Task instructions: Report every line below that has the string "Родића" in it.

Data:
==========

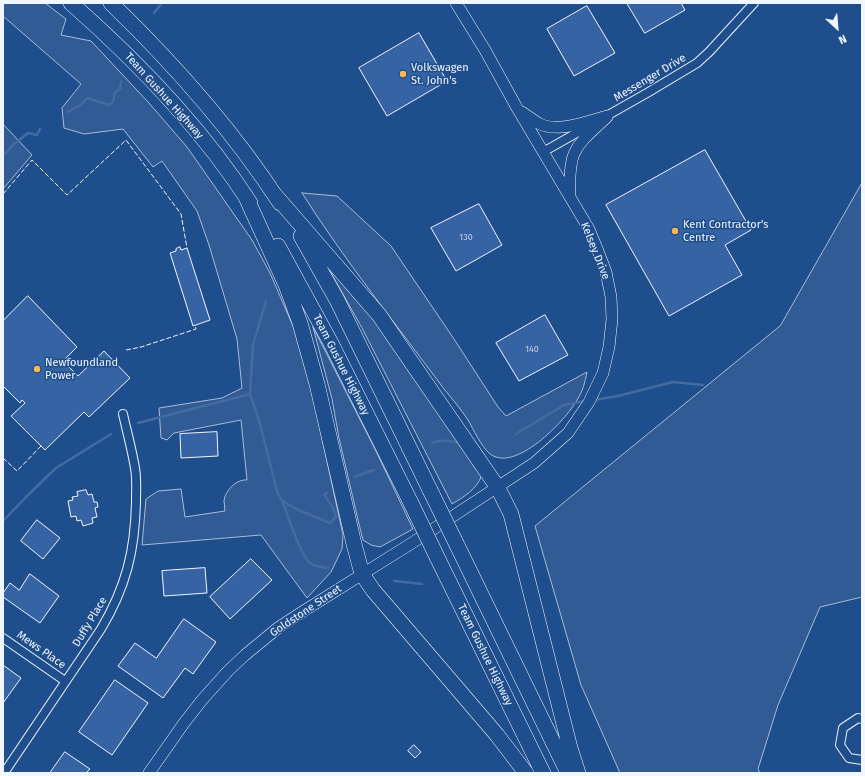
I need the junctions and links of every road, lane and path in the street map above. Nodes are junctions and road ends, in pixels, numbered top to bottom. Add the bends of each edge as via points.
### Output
1 (71, 3) edge
2 (111, 3) edge
3 (456, 3) edge
4 (754, 3) edge
5 (517, 108) junction
6 (607, 116) junction
7 (543, 152) junction
8 (274, 194) junction
9 (245, 195) junction
10 (570, 198) junction
11 (123, 414) dead end
12 (498, 488) junction
13 (362, 574) junction
14 (3, 638) edge
15 (66, 681) junction
16 (862, 719) edge
17 (862, 760) edge
18 (4, 773) edge
19 (149, 773) edge
20 (526, 773) edge
21 (542, 773) edge
22 (568, 773) edge
23 (578, 773) edge

1 - 9 highway, Team Gushue Highway via 158,87 218,157
2 - 8 highway, Team Gushue Highway via 196,91 242,148
3 - 5 main road, Kelsey Drive
4 - 6 street, Messenger Drive via 697,63
5 - 6 main road via 540,124 550,126 570,126
5 - 7 main road, Kelsey Drive
6 - 7 street, Messenger Drive
6 - 10 main road via 574,151 570,166
7 - 10 main road, Kelsey Drive
8 - 12 highway via 378,315
8 - 22 highway, Team Gushue Highway, bridge via 337,300
9 - 13 highway via 286,285 300,323 318,384
9 - 21 highway, Team Gushue Highway, bridge via 275,240 332,344
10 - 12 main road, Kelsey Drive via 592,237 606,272 611,297 612,319 603,373 589,402 568,433 534,463
11 - 15 street, Duffy Place via 136,468 135,522 128,566 114,607
12 - 13 main road, Goldstone Street
12 - 23 highway via 511,514
13 - 19 main road, Goldstone Street via 285,623 245,655 193,711
13 - 20 highway
14 - 15 street, Mews Place
15 - 18 street, Duffy Place
16 - 17 street via 858,718 843,728 840,745 849,758

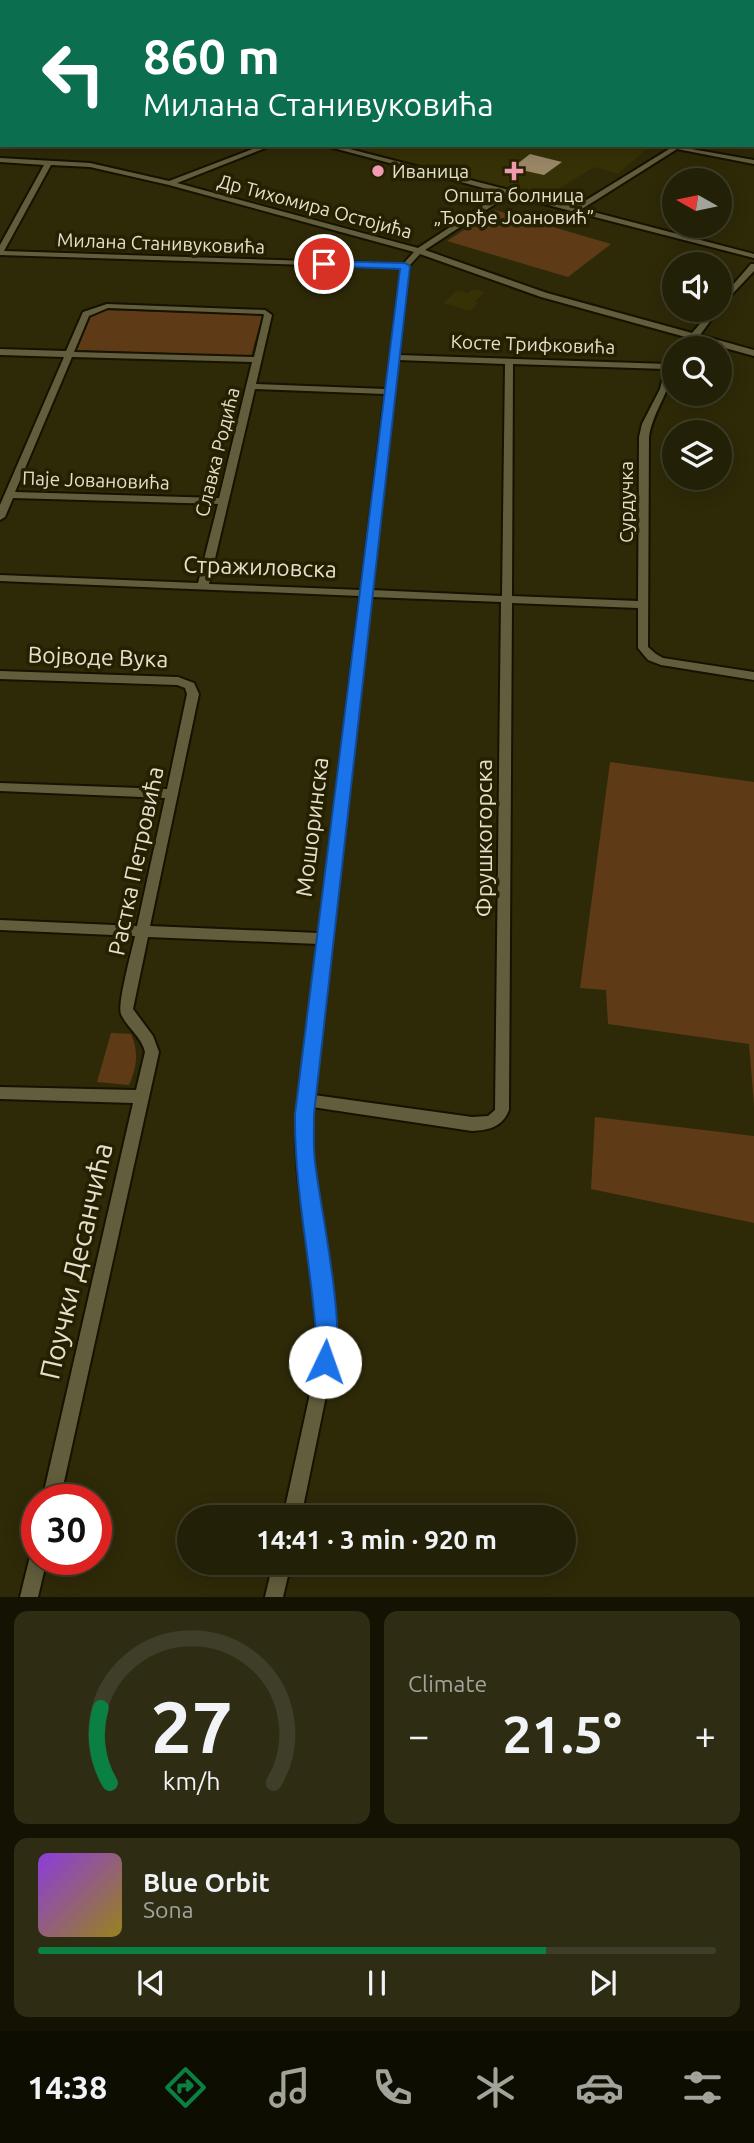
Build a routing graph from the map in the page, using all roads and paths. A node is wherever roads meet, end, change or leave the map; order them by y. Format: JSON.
{"nodes":[{"id":1,"x":265,"y":147,"type":"edge"},
{"id":2,"x":333,"y":147,"type":"edge"},
{"id":3,"x":684,"y":147,"type":"edge"},
{"id":4,"x":0,"y":160,"type":"edge"},
{"id":5,"x":49,"y":162,"type":"junction"},
{"id":6,"x":754,"y":162,"type":"edge"},
{"id":7,"x":170,"y":183,"type":"junction"},
{"id":8,"x":508,"y":192,"type":"junction"},
{"id":9,"x":576,"y":210,"type":"junction"},
{"id":10,"x":419,"y":251,"type":"junction"},
{"id":11,"x":0,"y":253,"type":"edge"},
{"id":12,"x":754,"y":256,"type":"edge"},
{"id":13,"x":405,"y":266,"type":"junction"},
{"id":14,"x":754,"y":266,"type":"edge"},
{"id":15,"x":732,"y":292,"type":"edge"},
{"id":16,"x":707,"y":322,"type":"edge"},
{"id":17,"x":691,"y":336,"type":"edge"},
{"id":18,"x":696,"y":336,"type":"edge"},
{"id":19,"x":732,"y":347,"type":"edge"},
{"id":20,"x":0,"y":352,"type":"edge"},
{"id":21,"x":754,"y":353,"type":"edge"},
{"id":22,"x":69,"y":354,"type":"junction"},
{"id":23,"x":394,"y":357,"type":"junction"},
{"id":24,"x":258,"y":360,"type":"junction"},
{"id":25,"x":509,"y":360,"type":"junction"},
{"id":26,"x":662,"y":364,"type":"edge"},
{"id":27,"x":251,"y":386,"type":"junction"},
{"id":28,"x":390,"y":391,"type":"junction"},
{"id":29,"x":662,"y":393,"type":"edge"},
{"id":30,"x":9,"y":495,"type":"junction"},
{"id":31,"x":223,"y":501,"type":"junction"},
{"id":32,"x":0,"y":517,"type":"edge"},
{"id":33,"x":0,"y":578,"type":"edge"},
{"id":34,"x":203,"y":586,"type":"junction"},
{"id":35,"x":365,"y":592,"type":"junction"},
{"id":36,"x":506,"y":598,"type":"junction"},
{"id":37,"x":644,"y":605,"type":"junction"},
{"id":38,"x":0,"y":675,"type":"edge"},
{"id":39,"x":754,"y":676,"type":"edge"},
{"id":40,"x":192,"y":689,"type":"joint"},
{"id":41,"x":0,"y":787,"type":"edge"},
{"id":42,"x":172,"y":794,"type":"junction"},
{"id":43,"x":0,"y":925,"type":"edge"},
{"id":44,"x":142,"y":931,"type":"junction"},
{"id":45,"x":324,"y":939,"type":"junction"},
{"id":46,"x":145,"y":1036,"type":"joint"},
{"id":47,"x":0,"y":1093,"type":"edge"},
{"id":48,"x":141,"y":1097,"type":"junction"},
{"id":49,"x":306,"y":1100,"type":"junction"},
{"id":50,"x":55,"y":1484,"type":"edge"},
{"id":51,"x":295,"y":1505,"type":"edge"},
{"id":52,"x":34,"y":1575,"type":"edge"},
{"id":53,"x":280,"y":1575,"type":"edge"},
{"id":54,"x":29,"y":1597,"type":"edge"},
{"id":55,"x":275,"y":1597,"type":"edge"}],
"edges":[{"from":1,"to":7,"type":"street"},
{"from":2,"to":8,"type":"street"},
{"from":3,"to":6,"type":"street"},
{"from":3,"to":9,"type":"street"},
{"from":4,"to":5,"type":"street","name":"Др Тихомира Остојића"},
{"from":5,"to":7,"type":"street","name":"Др Тихомира Остојића"},
{"from":5,"to":11,"type":"street"},
{"from":7,"to":10,"type":"street","name":"Др Тихомира Остојића"},
{"from":8,"to":9,"type":"street"},
{"from":8,"to":10,"type":"street"},
{"from":9,"to":12,"type":"street"},
{"from":10,"to":13,"type":"street"},
{"from":10,"to":17,"type":"street","name":"Др Тихомира Остојића"},
{"from":11,"to":13,"type":"street","name":"Милана Станивуковића"},
{"from":13,"to":23,"type":"street","name":"Мошоринска"},
{"from":14,"to":15,"type":"street"},
{"from":16,"to":18,"type":"street"},
{"from":19,"to":21,"type":"street","name":"Др Тихомира Остојића"},
{"from":20,"to":22,"type":"street"},
{"from":22,"to":24,"type":"street"},
{"from":22,"to":24,"type":"street","name":"Славка Родића"},
{"from":22,"to":30,"type":"street"},
{"from":23,"to":25,"type":"street","name":"Косте Трифковића"},
{"from":23,"to":28,"type":"street","name":"Мошоринска"},
{"from":24,"to":27,"type":"street","name":"Славка Родића"},
{"from":25,"to":26,"type":"street","name":"Косте Трифковића"},
{"from":25,"to":36,"type":"street","name":"Фрушкогорска"},
{"from":27,"to":28,"type":"street"},
{"from":27,"to":31,"type":"street","name":"Славка Родића"},
{"from":28,"to":35,"type":"street","name":"Мошоринска"},
{"from":29,"to":37,"type":"street","name":"Сурдучка"},
{"from":30,"to":31,"type":"street","name":"Паје Јовановића"},
{"from":30,"to":32,"type":"street"},
{"from":31,"to":34,"type":"street","name":"Славка Родића"},
{"from":33,"to":34,"type":"street","name":"Стражиловска"},
{"from":34,"to":35,"type":"street","name":"Стражиловска"},
{"from":35,"to":36,"type":"street","name":"Стражиловска"},
{"from":35,"to":45,"type":"street","name":"Мошоринска"},
{"from":36,"to":37,"type":"street","name":"Стражиловска"},
{"from":36,"to":49,"type":"street","name":"Фрушкогорска"},
{"from":37,"to":39,"type":"street","name":"Сурдучка"},
{"from":38,"to":40,"type":"street","name":"Војводе Вука"},
{"from":40,"to":42,"type":"street","name":"Растка Петровића"},
{"from":41,"to":42,"type":"street"},
{"from":42,"to":44,"type":"street","name":"Растка Петровића"},
{"from":43,"to":44,"type":"street"},
{"from":44,"to":45,"type":"street"},
{"from":44,"to":46,"type":"street","name":"Растка Петровића"},
{"from":45,"to":49,"type":"street","name":"Мошоринска"},
{"from":46,"to":48,"type":"street","name":"Поучки Десанчића"},
{"from":47,"to":48,"type":"street"},
{"from":48,"to":50,"type":"street","name":"Поучки Десанчића"},
{"from":49,"to":51,"type":"street","name":"Мошоринска"},
{"from":52,"to":54,"type":"street"},
{"from":53,"to":55,"type":"street"}]}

==========

Result for this task:
{"from":22,"to":24,"type":"street","name":"Славка Родића"},
{"from":24,"to":27,"type":"street","name":"Славка Родића"},
{"from":27,"to":31,"type":"street","name":"Славка Родића"},
{"from":31,"to":34,"type":"street","name":"Славка Родића"},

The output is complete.